Possible supervisor: Heiner Stuckenschmidt

Project description

On the Semantic Web, content-related metadata encoded in RDF promises to improve classical information retrieval methods by explicating properties of and relations between different resources. With an increasing number of RDF files being available on the web, however, it seems that we are running into another, maybe even harder retrieval problem: Before we can use an RDF description to get more information about a resource, we first have to find this description. The problem is that RDF files refer to resources and not the other way around. This means that we can find a resource if we have the RDF file, but we cannot find the RDF data if we know the resource. While some work on retrieving XML documents exists - the HySpirit System developed at Queen Mary College in London is an example for such work - the retrieval of RDF has not been addressed so far.

The task in this project is now to apply and extend existing methods for XML retrieval in such a way that they retrieve RDF documents that describe a certain aspect of a given resource.

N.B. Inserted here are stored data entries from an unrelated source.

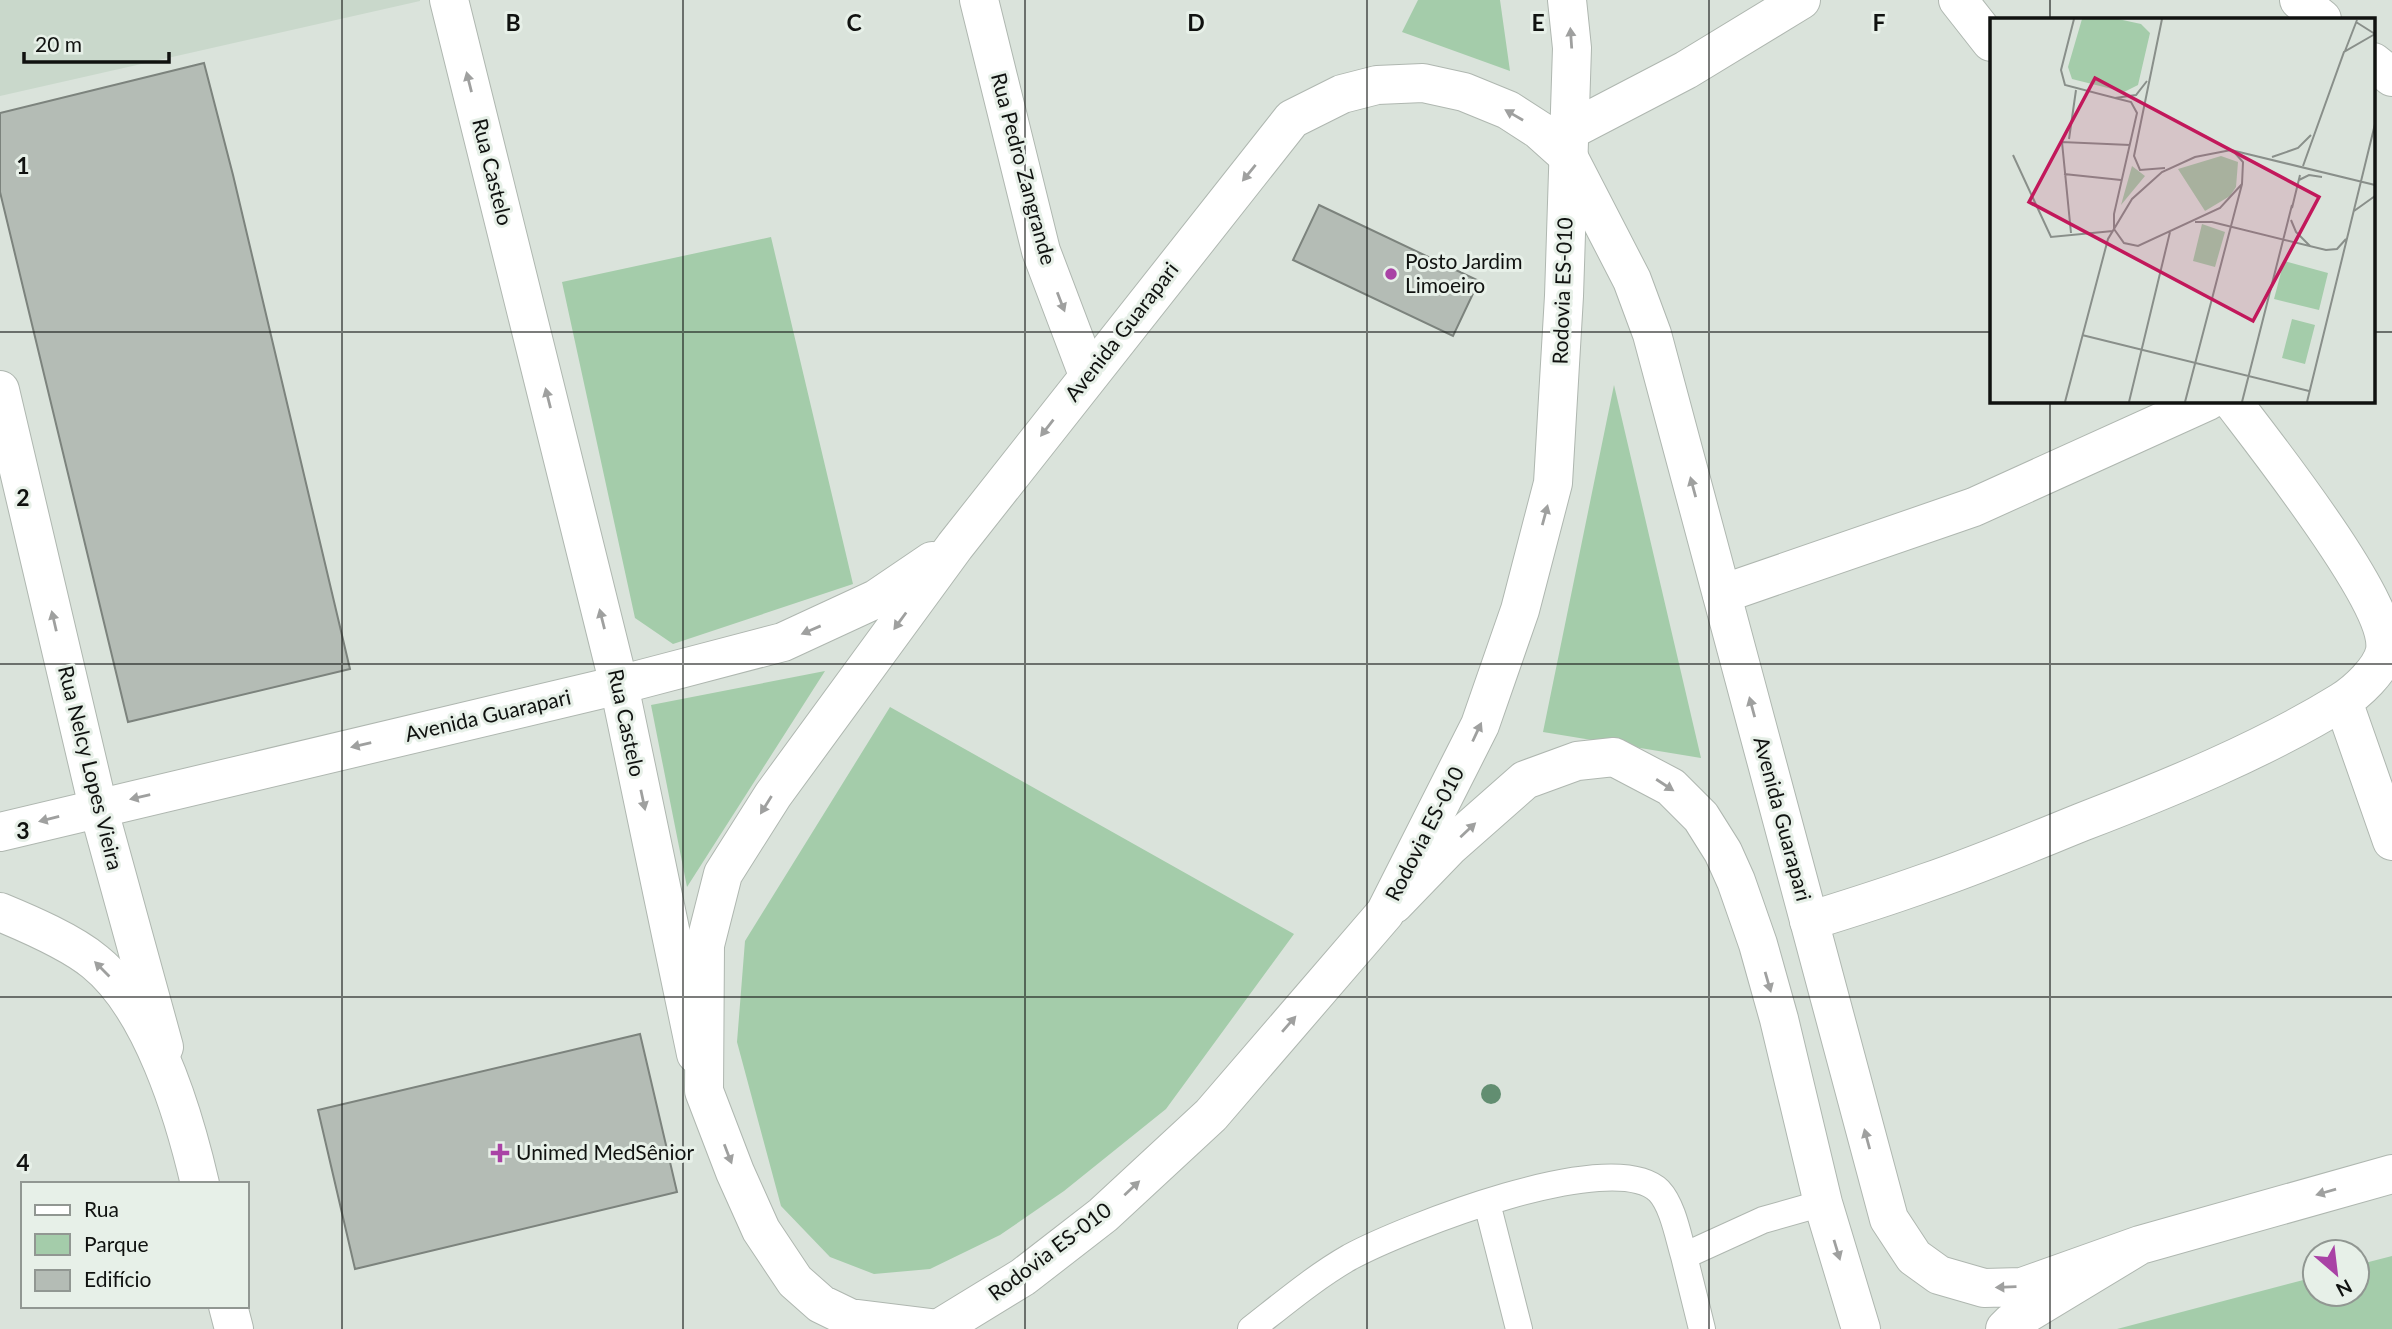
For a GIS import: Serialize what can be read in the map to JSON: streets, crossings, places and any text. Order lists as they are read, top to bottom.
{
  "streets": {
    "street": [
      "Rua Pedro Zangrande",
      "Rua Castelo",
      "Rodovia ES-010",
      "Avenida Guarapari",
      "Rua Nelcy Lopes Vieira"
    ]
  },
  "crossings": [
    ["Rua Pedro Zangrande", "Avenida Guarapari"],
    ["Rua Castelo", "Rodovia ES-010"],
    ["Rua Castelo", "Avenida Guarapari"],
    ["Rodovia ES-010", "Avenida Guarapari"],
    ["Avenida Guarapari", "Rua Nelcy Lopes Vieira"]
  ],
  "one_way": ["Rua Pedro Zangrande", "Rodovia ES-010", "Rua Nelcy Lopes Vieira"],
  "places": {
    "other": ["Posto Jardim Limoeiro"],
    "health": ["Unimed MedSênior"]
  },
  "legend": ["Rua", "Parque", "Edifício"],
  "scale_bar": "20 m",
  "north": "bottom right",
  "grid": {
    "columns": [
      "B",
      "C",
      "D",
      "E",
      "F"
    ],
    "rows": [
      "1",
      "2",
      "3",
      "4"
    ]
  }
}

As RDF models are also valid XML documents, a first approach can be to use the Hyspirit system as it is and evaluate its performance on RDF data. In a second step, ways to improve the retrieval performance should be explored. This may include:

  • Adapting the retrieval mechanism to the RDF data model
  • Use semantics encode in schema files in the retrieval process

Finally, based on the experiences gained in the experiments and the extension of the retrieval mechanisms, ways of extending the methods further to more complex semantic models encoded in the Web Ontology Language OWL should be discussed.

The candidate should have some knowledge of semantic web languages, i.e. XML, RDF and RDF schema. Basic knowledge about information retrieval methods is useful. As parts of the project will require the extension of existing software, programming skills are advisable.